This study investigates whether high-granularity hadronic calorimeters can differentiate between protons, charged pions, and kaons by analyzing detailed energy deposition patterns, with promising preliminary results from Geant4 simulations
Our work proposes the use of XGBoost Boosted Decision Trees (BDTs) to analyse descriptive features for each event. The approach includes a preprocessing step that generates variables for each event, which are then input into the machine learning algorithm. Hyperparameter optimization is conducted using GridSearch, exploring different configurations, including the choice of booster and tree method type.
To study particle interactions, identifying the primary interaction vertex is crucial, as it reveals key information about the particle. Detector segmentation, particularly longitudinal, enables detailed analysis of the shower's energy profile. A moving window algorithm helps locate the primary vertex near an energy peak.
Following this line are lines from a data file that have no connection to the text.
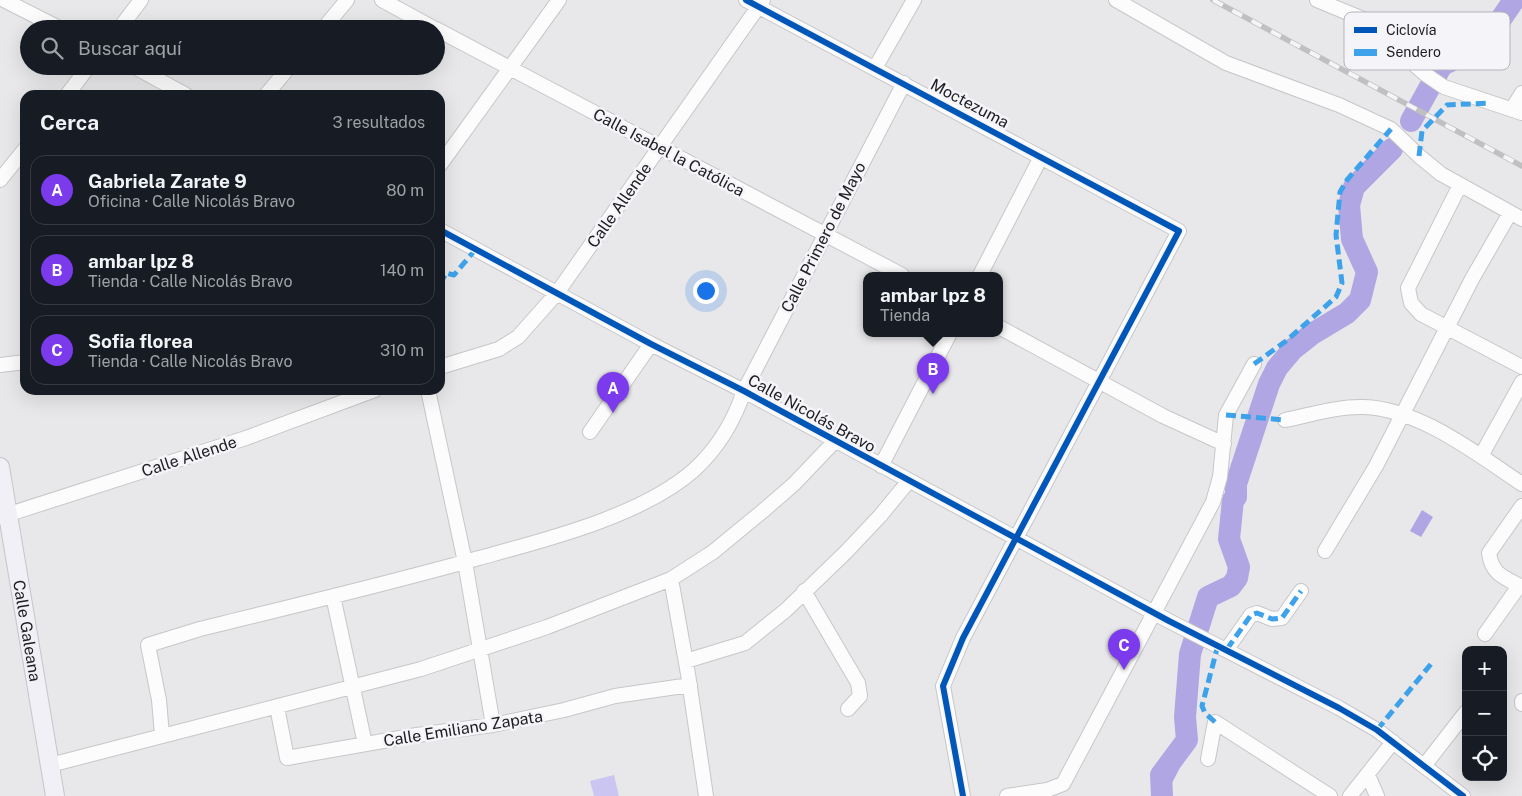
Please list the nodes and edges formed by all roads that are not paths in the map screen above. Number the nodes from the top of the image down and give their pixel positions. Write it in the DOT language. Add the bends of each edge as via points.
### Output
graph roads {
  1 [pos="4,0"];
  2 [pos="142,0"];
  3 [pos="347,0"];
  4 [pos="382,0"];
  5 [pos="559,0"];
  6 [pos="914,0"];
  7 [pos="1116,0"];
  8 [pos="1317,0"];
  9 [pos="756,2"];
  10 [pos="1348,12"];
  11 [pos="43,20"];
  12 [pos="126,20"];
  13 [pos="330,20"];
  14 [pos="419,20"];
  15 [pos="445,34"];
  16 [pos="875,68"];
  17 [pos="510,69"];
  18 [pos="1421,70"];
  19 [pos="82,75"];
  20 [pos="149,75"];
  21 [pos="283,75"];
  22 [pos="904,83"];
  23 [pos="71,90"];
  24 [pos="177,90"];
  25 [pos="270,90"];
  26 [pos="1522,93"];
  27 [pos="1517,111"];
  28 [pos="660,147"];
  29 [pos="20,155"];
  30 [pos="1041,157"];
  31 [pos="445,158"];
  32 [pos="0,180"];
  33 [pos="1460,185"];
  34 [pos="1516,216"];
  35 [pos="445,233"];
  36 [pos="824,234"];
  37 [pos="896,272"];
  38 [pos="982,272"];
  39 [pos="557,294"];
  40 [pos="1448,327"];
  41 [pos="1003,329"];
  42 [pos="948,337"];
  43 [pos="651,344"];
  44 [pos="20,362"];
  45 [pos="0,364"];
  46 [pos="1254,364"];
  47 [pos="445,365"];
  48 [pos="1522,367"];
  49 [pos="1100,381"];
  50 [pos="1522,382"];
  51 [pos="744,391"];
  52 [pos="362,395"];
  53 [pos="429,395"];
  54 [pos="1404,414"];
  55 [pos="1285,420"];
  56 [pos="590,432"];
  57 [pos="835,441"];
  58 [pos="1224,444"];
  59 [pos="1482,456"];
  60 [pos="881,466"];
  61 [pos="0,467"];
  62 [pos="908,482"];
  63 [pos="1522,484"];
  64 [pos="1522,506"];
  65 [pos="3,515"];
  66 [pos="1016,539"];
  67 [pos="1325,551"];
  68 [pos="465,562"];
  69 [pos="671,579"];
  70 [pos="1520,587"];
  71 [pos="804,591"];
  72 [pos="1301,591"];
  73 [pos="333,596"];
  74 [pos="1154,613"];
  75 [pos="1485,634"];
  76 [pos="1219,645"];
  77 [pos="479,648"];
  78 [pos="686,661"];
  79 [pos="690,685"];
  80 [pos="352,688"];
  81 [pos="277,707"];
  82 [pos="848,709"];
  83 [pos="1462,717"];
  84 [pos="493,725"];
  85 [pos="162,735"];
  86 [pos="1393,742"];
  87 [pos="365,744"];
  88 [pos="1208,758"];
  89 [pos="50,765"];
  90 [pos="1424,766"];
  91 [pos="1368,775"];
  92 [pos="55,796"];
  93 [pos="706,796"];
  94 [pos="963,796"];
  95 [pos="1007,796"];
  96 [pos="1330,796"];
  97 [pos="1350,796"];
  98 [pos="1377,796"];
  99 [pos="1463,796"];
  1 -- 11 [label="street"];
  2 -- 12 [label="street"];
  3 -- 13 [label="street"];
  4 -- 14 [label="street, Calle Isabel la Católica"];
  5 -- 17 [label="street"];
  6 -- 16 [label="street"];
  7 -- 33 [label="street" via="1226,63 1339,105 1391,129 1419,156"];
  8 -- 10 [label="street"];
  9 -- 16 [label="street, Moctezuma"];
  9 -- 28 [label="street, Calle Allende"];
  15 -- 17 [label="street, Calle Isabel la Católica"];
  16 -- 22 [label="street, Moctezuma"];
  17 -- 28 [label="street, Calle Isabel la Católica"];
  17 -- 31 [label="street"];
  18 -- 27 [label="street" via="1444,87"];
  19 -- 23 [label="street"];
  20 -- 24 [label="street"];
  21 -- 25 [label="street"];
  22 -- 30 [label="street, Moctezuma"];
  22 -- 36 [label="street, Calle Primero de Mayo"];
  26 -- 27 [label="street"];
  28 -- 36 [label="street, Calle Isabel la Católica"];
  28 -- 39 [label="street, Calle Allende"];
  29 -- 32 [label="street"];
  30 -- 38 [label="street"];
  30 -- 49 [label="street, Moctezuma" via="1179,231"];
  33 -- 34 [label="street"];
  33 -- 40 [label="street" via="1408,288 1412,304 1421,314"];
  34 -- 40 [label="street"];
  35 -- 39 [label="street, Calle Nicolás Bravo"];
  36 -- 37 [label="street, Calle Isabel la Católica"];
  36 -- 51 [label="street, Calle Primero de Mayo"];
  39 -- 43 [label="street, Calle Nicolás Bravo"];
  39 -- 47 [label="street, Calle Allende" via="518,337 499,349"];
  40 -- 48 [label="street"];
  40 -- 54 [label="street"];
  41 -- 49 [label="street"];
  42 -- 60 [label="street"];
  43 -- 51 [label="street, Calle Nicolás Bravo"];
  43 -- 56 [label="street"];
  44 -- 45 [label="street"];
  46 -- 58 [label="street" via="1226,415"];
  49 -- 58 [label="street" via="1163,416"];
  49 -- 66 [label="street"];
  50 -- 59 [label="street"];
  51 -- 57 [label="street, Calle Nicolás Bravo"];
  51 -- 68 [label="street, Calle Primero de Mayo" via="734,420 716,445 694,470 661,494 593,524"];
  52 -- 65 [label="street, Calle Allende" via="246,438"];
  53 -- 68 [label="street"];
  54 -- 55 [label="street" via="1364,407"];
  54 -- 59 [label="street"];
  54 -- 67 [label="street"];
  57 -- 60 [label="street, Calle Nicolás Bravo"];
  57 -- 69 [label="street" via="764,510 713,552"];
  58 -- 74 [label="street" via="1213,502"];
  59 -- 63 [label="street"];
  60 -- 62 [label="street, Calle Nicolás Bravo"];
  61 -- 65 [label="main road, Calle Galeana"];
  62 -- 66 [label="street, Calle Nicolás Bravo"];
  62 -- 71 [label="street" via="853,545"];
  64 -- 70 [label="street" via="1489,553 1491,566 1498,574"];
  65 -- 89 [label="main road, Calle Galeana"];
  66 -- 74 [label="street, Calle Nicolás Bravo"];
  66 -- 94 [label="street" via="963,638 942,686"];
  68 -- 73 [label="street, Calle Primero de Mayo"];
  68 -- 77 [label="street"];
  69 -- 77 [label="street" via="547,627"];
  69 -- 78 [label="street"];
  70 -- 75 [label="street"];
  71 -- 78 [label="street" via="745,643"];
  71 -- 82 [label="street" via="858,682 860,696"];
  72 -- 76 [label="street" via="1282,618 1272,619 1257,613 1251,615"];
  73 -- 80 [label="street"];
  73 -- 85 [label="street, Calle Primero de Mayo" via="148,645"];
  74 -- 76 [label="street, Calle Nicolás Bravo"];
  74 -- 95 [label="street" via="1063,784 1047,790"];
  76 -- 86 [label="street, Calle Nicolás Bravo"];
  77 -- 80 [label="street" via="422,669"];
  77 -- 84 [label="street"];
  78 -- 79 [label="street"];
  79 -- 84 [label="street, Calle Emiliano Zapata" via="615,696"];
  79 -- 93 [label="street"];
  80 -- 81 [label="street"];
  80 -- 87 [label="street"];
  81 -- 85 [label="street"];
  81 -- 87 [label="street, Calle Emiliano Zapata" via="287,758"];
  83 -- 90 [label="street"];
  84 -- 87 [label="street, Calle Emiliano Zapata"];
  85 -- 89 [label="street"];
  86 -- 90 [label="street, Calle Nicolás Bravo"];
  86 -- 91 [label="street"];
  88 -- 96 [label="street" via="1215,722"];
  89 -- 92 [label="main road, Calle Galeana"];
  90 -- 99 [label="street, Calle Nicolás Bravo"];
  91 -- 97 [label="street"];
  91 -- 98 [label="street"];
}
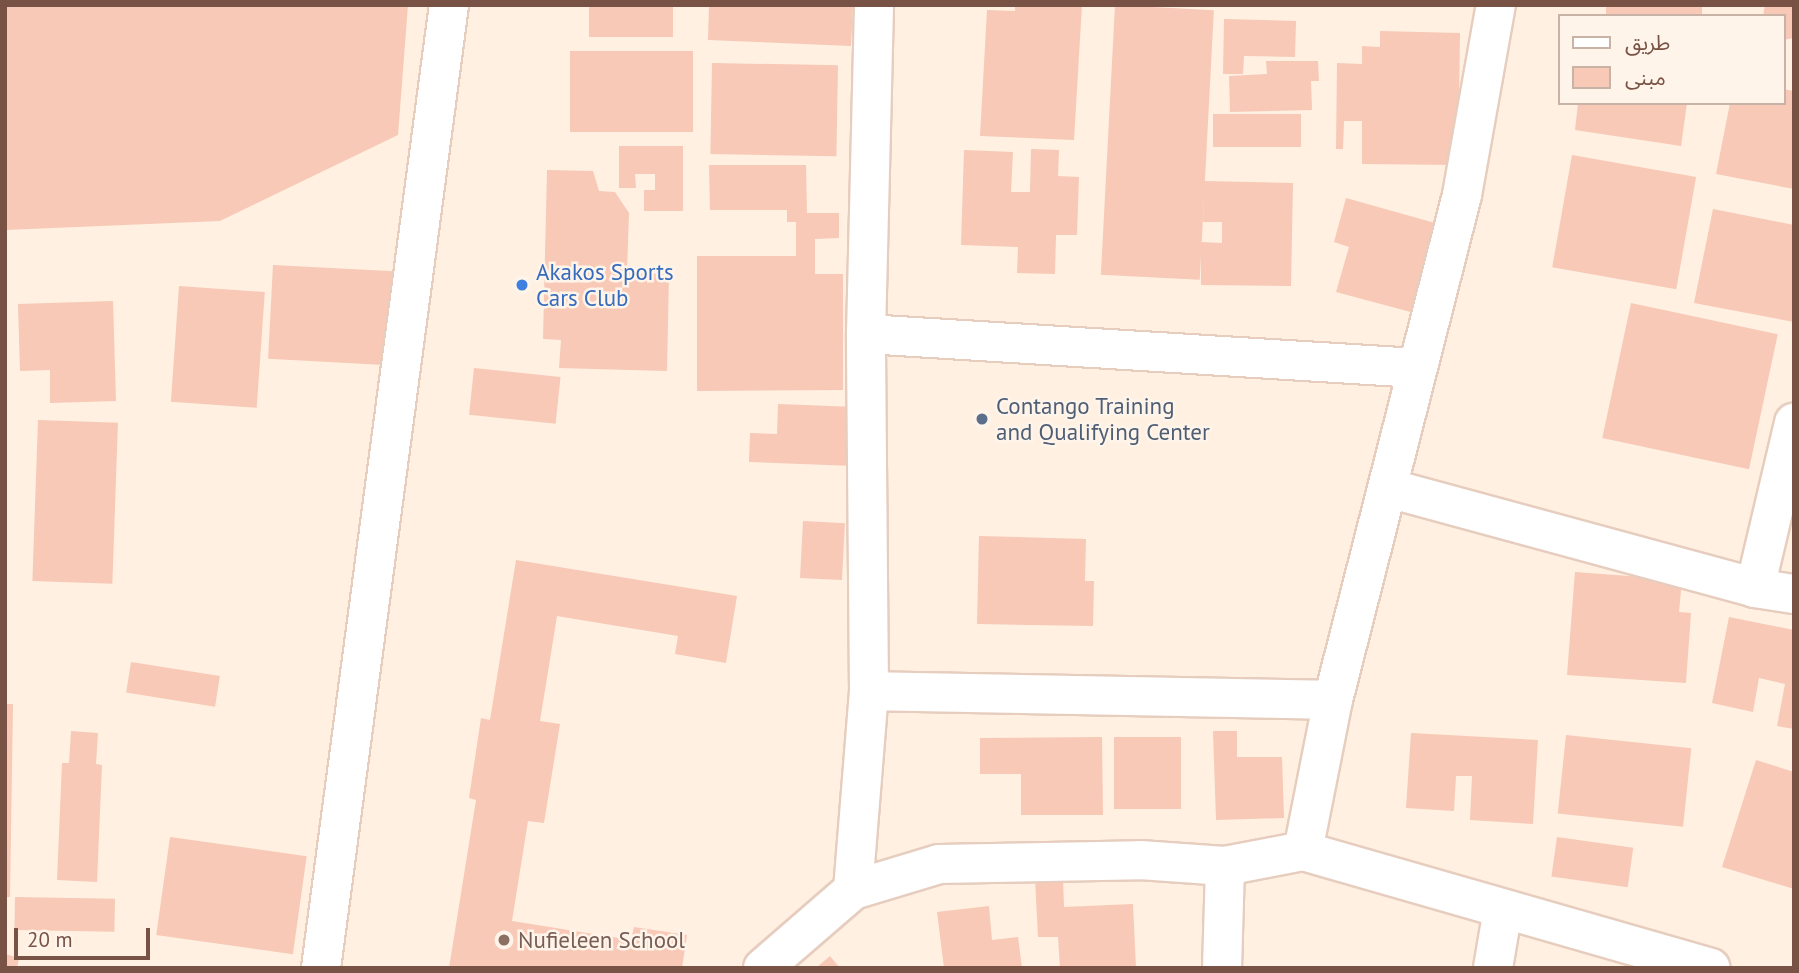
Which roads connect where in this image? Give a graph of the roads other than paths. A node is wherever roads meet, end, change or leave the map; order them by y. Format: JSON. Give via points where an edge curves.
{"nodes":[{"id":1,"x":449,"y":5,"type":"edge"},
{"id":2,"x":874,"y":5,"type":"edge"},
{"id":3,"x":1496,"y":5,"type":"edge"},
{"id":4,"x":866,"y":334,"type":"junction"},
{"id":5,"x":1417,"y":368,"type":"junction"},
{"id":6,"x":1794,"y":424,"type":"edge"},
{"id":7,"x":1388,"y":488,"type":"junction"},
{"id":8,"x":1755,"y":588,"type":"junction"},
{"id":9,"x":1794,"y":594,"type":"edge"},
{"id":10,"x":869,"y":691,"type":"junction"},
{"id":11,"x":1333,"y":699,"type":"junction"},
{"id":12,"x":1303,"y":851,"type":"junction"},
{"id":13,"x":1225,"y":866,"type":"junction"},
{"id":14,"x":853,"y":890,"type":"junction"},
{"id":15,"x":1503,"y":909,"type":"junction"},
{"id":16,"x":321,"y":968,"type":"edge"},
{"id":17,"x":764,"y":968,"type":"edge"},
{"id":18,"x":1222,"y":968,"type":"edge"},
{"id":19,"x":1493,"y":968,"type":"edge"},
{"id":20,"x":1711,"y":968,"type":"edge"}],
"edges":[{"from":1,"to":16,"type":"street"},
{"from":2,"to":4,"type":"street"},
{"from":3,"to":5,"type":"street","via":[[1461,195]]},
{"from":4,"to":5,"type":"street"},
{"from":4,"to":10,"type":"street"},
{"from":5,"to":7,"type":"street"},
{"from":6,"to":8,"type":"street"},
{"from":7,"to":8,"type":"street"},
{"from":7,"to":11,"type":"street"},
{"from":8,"to":9,"type":"street"},
{"from":10,"to":11,"type":"street"},
{"from":10,"to":14,"type":"street"},
{"from":11,"to":12,"type":"street"},
{"from":12,"to":13,"type":"street"},
{"from":12,"to":15,"type":"street"},
{"from":13,"to":14,"type":"street","via":[[1140,860],[985,860],[939,864]]},
{"from":13,"to":18,"type":"street"},
{"from":14,"to":17,"type":"street"},
{"from":15,"to":19,"type":"street"},
{"from":15,"to":20,"type":"street"}]}
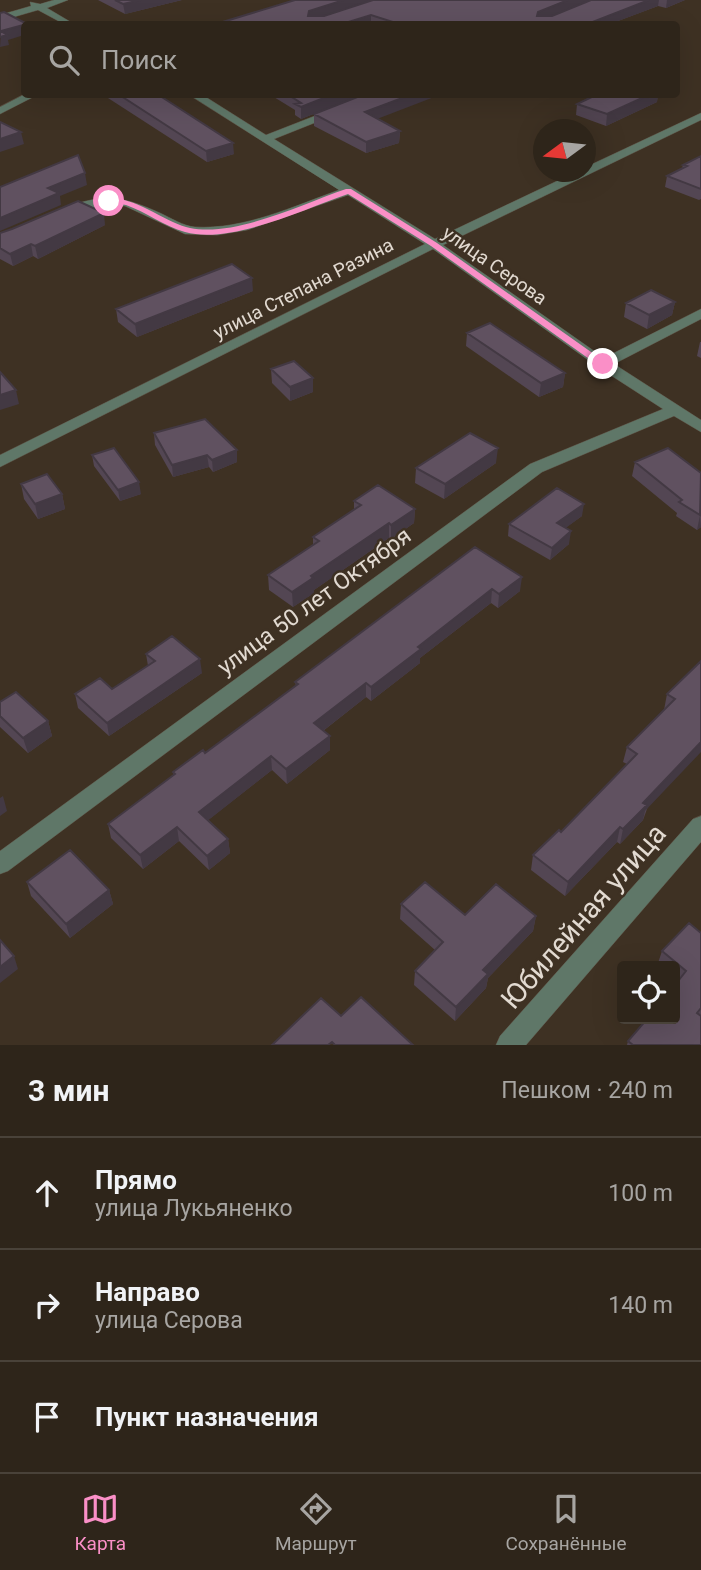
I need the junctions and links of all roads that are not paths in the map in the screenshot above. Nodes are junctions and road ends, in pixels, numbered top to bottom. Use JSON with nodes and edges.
{"nodes":[{"id":1,"x":25,"y":0,"type":"edge"},
{"id":2,"x":64,"y":0,"type":"edge"},
{"id":3,"x":38,"y":7,"type":"junction"},
{"id":4,"x":0,"y":18,"type":"edge"},
{"id":5,"x":64,"y":21,"type":"edge"},
{"id":6,"x":26,"y":98,"type":"edge"},
{"id":7,"x":199,"y":98,"type":"edge"},
{"id":8,"x":372,"y":98,"type":"edge"},
{"id":9,"x":0,"y":111,"type":"edge"},
{"id":10,"x":701,"y":116,"type":"edge"},
{"id":11,"x":265,"y":139,"type":"junction"},
{"id":12,"x":349,"y":191,"type":"junction"},
{"id":13,"x":48,"y":219,"type":"edge"},
{"id":14,"x":434,"y":244,"type":"junction"},
{"id":15,"x":701,"y":313,"type":"edge"},
{"id":16,"x":603,"y":364,"type":"junction"},
{"id":17,"x":675,"y":410,"type":"junction"},
{"id":18,"x":701,"y":427,"type":"edge"},
{"id":19,"x":0,"y":462,"type":"edge"},
{"id":20,"x":701,"y":826,"type":"edge"},
{"id":21,"x":0,"y":864,"type":"edge"},
{"id":22,"x":509,"y":1045,"type":"edge"}],
"edges":[{"from":1,"to":3,"type":"street"},
{"from":2,"to":3,"type":"street"},
{"from":3,"to":4,"type":"street"},
{"from":3,"to":5,"type":"street"},
{"from":6,"to":9,"type":"street"},
{"from":7,"to":11,"type":"street","name":"улица Серова"},
{"from":8,"to":11,"type":"street"},
{"from":10,"to":14,"type":"street","name":"улица Степана Разина"},
{"from":11,"to":12,"type":"street","name":"улица Серова"},
{"from":12,"to":13,"type":"street"},
{"from":12,"to":14,"type":"street","name":"улица Серова"},
{"from":14,"to":16,"type":"street","name":"улица Серова"},
{"from":14,"to":19,"type":"street","name":"улица Степана Разина"},
{"from":15,"to":16,"type":"street"},
{"from":16,"to":17,"type":"street","name":"улица Серова"},
{"from":17,"to":18,"type":"street","name":"улица Серова"},
{"from":17,"to":21,"type":"street","name":"улица 50 лет Октября"},
{"from":20,"to":22,"type":"street","name":"Юбилейная улица"}]}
Further studies can focus on the energy around the vertex, its relationship to secondary vertices, and shower dimensions, including average size and asymmetries from non-interacting secondary particles.
For the pipeline:
- root
- nohup
cd features
g++ -std=c++11 -o args_manager src/fileManager.cc
g++ -Ofast -g src/<file>.cc utils.cc `root-config --cflags` -o <file> -L$(root-config --libdir) -Wl,-rpath,$(root-config --libdir) -lCore -lRIO -lNet -lHist -lGraf -lGraf3d -lGpad -lTree -lRint -lPostscript -lMatrix -lPhysics -lMathCore -lThread -lMultiProc -lROOTVecOps -pthread -lm -ldl -lSpectrum
[user@mycomputer features]$ ./args_manager
Enter the name of the executable: <executableName>
Enter the segmentation to update (format x_y_z): <x_y_z>
Enter the values to associate with the segmentation (separated by space): <a b c d>
[user@mycomputer features]$ ./execPipeline.sh
Enter the segmentation (format x_y_z): <x_y_z>